Oggi contemplo le barche allontanarsi per la loro pesca. Puzza di pesce, reti fradice ammassate sui carretti, tutto coperto della strana ruggine dei porti. Una ruggine impregnata di tutti quei giorni di burrasca, passati, finiti. Per me la burrasca si è estinta. Non provo più niente. Sprofondo nella totale apatia, ogni tanto apro gli occhi e sollevo la testa, per vedere se, dal fondo di questo limbo, appare un sorriso, un piccolo raggio di luce a tirarmi su. Ma mai è successo.

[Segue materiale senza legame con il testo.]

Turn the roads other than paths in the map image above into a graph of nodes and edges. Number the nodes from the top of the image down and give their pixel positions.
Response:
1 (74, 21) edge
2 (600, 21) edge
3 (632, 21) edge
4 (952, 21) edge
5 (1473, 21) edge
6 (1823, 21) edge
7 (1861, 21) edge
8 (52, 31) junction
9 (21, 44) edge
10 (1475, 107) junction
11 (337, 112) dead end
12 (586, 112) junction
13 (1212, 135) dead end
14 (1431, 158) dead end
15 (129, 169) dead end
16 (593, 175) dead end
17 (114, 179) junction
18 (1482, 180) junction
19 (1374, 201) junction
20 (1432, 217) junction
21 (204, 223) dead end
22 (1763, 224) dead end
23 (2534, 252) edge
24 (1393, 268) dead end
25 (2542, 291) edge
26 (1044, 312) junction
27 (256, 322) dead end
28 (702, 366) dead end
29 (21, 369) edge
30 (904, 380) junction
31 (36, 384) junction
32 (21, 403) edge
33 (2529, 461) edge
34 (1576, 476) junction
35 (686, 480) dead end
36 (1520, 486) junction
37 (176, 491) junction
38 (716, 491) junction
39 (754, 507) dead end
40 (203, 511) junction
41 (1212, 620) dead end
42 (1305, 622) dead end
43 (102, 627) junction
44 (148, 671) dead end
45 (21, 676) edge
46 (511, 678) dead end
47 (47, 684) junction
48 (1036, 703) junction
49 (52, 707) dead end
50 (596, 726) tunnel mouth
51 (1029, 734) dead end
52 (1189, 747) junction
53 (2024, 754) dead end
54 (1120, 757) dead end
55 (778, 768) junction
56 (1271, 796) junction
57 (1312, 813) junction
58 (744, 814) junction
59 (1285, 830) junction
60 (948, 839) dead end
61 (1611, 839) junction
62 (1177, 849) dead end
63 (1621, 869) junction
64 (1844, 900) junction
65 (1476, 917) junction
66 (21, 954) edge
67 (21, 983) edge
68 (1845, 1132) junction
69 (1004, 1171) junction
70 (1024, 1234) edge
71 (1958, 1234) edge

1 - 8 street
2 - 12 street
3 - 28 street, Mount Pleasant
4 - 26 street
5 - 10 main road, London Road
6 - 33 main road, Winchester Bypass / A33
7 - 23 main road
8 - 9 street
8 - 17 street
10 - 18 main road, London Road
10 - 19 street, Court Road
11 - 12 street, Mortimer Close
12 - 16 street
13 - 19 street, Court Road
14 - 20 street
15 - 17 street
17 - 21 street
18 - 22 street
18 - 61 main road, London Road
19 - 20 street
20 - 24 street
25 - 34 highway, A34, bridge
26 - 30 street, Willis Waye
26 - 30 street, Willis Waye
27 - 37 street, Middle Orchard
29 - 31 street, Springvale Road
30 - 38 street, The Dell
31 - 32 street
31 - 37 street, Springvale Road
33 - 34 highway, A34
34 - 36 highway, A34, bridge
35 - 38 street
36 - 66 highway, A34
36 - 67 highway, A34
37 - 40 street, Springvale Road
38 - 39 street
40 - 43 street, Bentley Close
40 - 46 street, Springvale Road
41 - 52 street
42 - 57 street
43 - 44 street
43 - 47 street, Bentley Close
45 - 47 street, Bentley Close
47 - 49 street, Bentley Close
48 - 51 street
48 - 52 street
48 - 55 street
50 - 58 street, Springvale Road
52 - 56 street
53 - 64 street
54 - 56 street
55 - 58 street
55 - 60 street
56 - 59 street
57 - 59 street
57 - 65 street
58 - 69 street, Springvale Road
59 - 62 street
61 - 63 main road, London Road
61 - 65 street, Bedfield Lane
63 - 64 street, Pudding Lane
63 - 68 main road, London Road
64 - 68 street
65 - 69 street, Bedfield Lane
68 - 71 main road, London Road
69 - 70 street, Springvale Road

Mio padre ha avuto un infarto il giorno che tu ti sei ammazzato. Io sono sospettata di averti ucciso. Tua madre non mi parla. Nessuno mi parla.

La mia vita è distrutta. Potevamo ancora andare avanti, amore mio. Potevamo fare tante cose. Che bisogno c’era di seppellirti nel mare di meduse? Nello squallido mare di questo posto piovoso. Un paesino sperduto che non ricordo neanche come si chiama.

Avevi i soldi, avevi entrambi i genitori, anche se ancora per poco. Come tutti forse avresti pianto la morte di tuo padre e avresti visitato la sua tomba, avresti portato dei fiori, l’avresti pulita, o forse avresti lasciato che questo lo facesse tua madre. Ma ora accanto alla tomba di tuo padre c’è la tua, io e tua madre le puliremo entrambe.

Non doveva essere così, non doveva. Oggi è il tuo compleanno.

Saremmo andati a vivere insieme, ci saremo sposati se ti fosse piaciuto, io sarei diventata una stilista e tu una rock star, ne sono sicura. Avremmo fatto esattamente tutto quello che imponevano i nostri sogni. Adesso non faremo più niente. Lavoro in un negozio di cosmetici. Sei morto da sette mesi e nessuno ha ancora riempito la mia anima della sostanza di cui tu l’avevi fatta traboccare. Ripenso a te, a quanto ti amavo e a quanto ancora mi struggo nel ricordo che mi hai lasciato, ma poi la tua espressione al momento in cui sei morto. Cosa volevi dirmi? Cosa devo fare per capire? Non capisco. Non capisco. Non riesco a immaginarmi cosa volesse significare quell’espressione. Perché hai voluto suicidarti quando c’ero anch’io? Volevi dirmi qualcosa. Forse volevi dirmi che ti suicidavi per colpa mia.

Perché non mi hai detto dove sbagliavo? Non litigavamo spesso, forse accumulavi dentro ogni rancore. Io ti ho sempre amato. Ogni volta che ho sbagliato non l’ho fatto con odio, mai con secondi fini, mai con gelosia, mai con rancore nei tuoi confronti, mi dispiace se ho sbagliato, mi dispiace immensamente.

I petali di queste rose galleggiano sull’acqua, assieme alle mie parole.

Le mie parole che tu non ascolterai, forse non hai mai voluto ascoltarmi. Un gabbiano stride all’orizzonte, altri si uniscono, altri ancora, uno stridore tremendo, fa quasi male alle orecchie.

Mi allontano. Abbasso la testa. Il cuore sanguina. E’ livido. Troppi calci nel culo.

Nei canti dei pescatori, nello stridere dei gabbiani, nella vecchia ruggine di questo tempio di gelo. Rose galleggiano sul tuo sepolcro.

Morte galleggia nel veleno di questa siringa.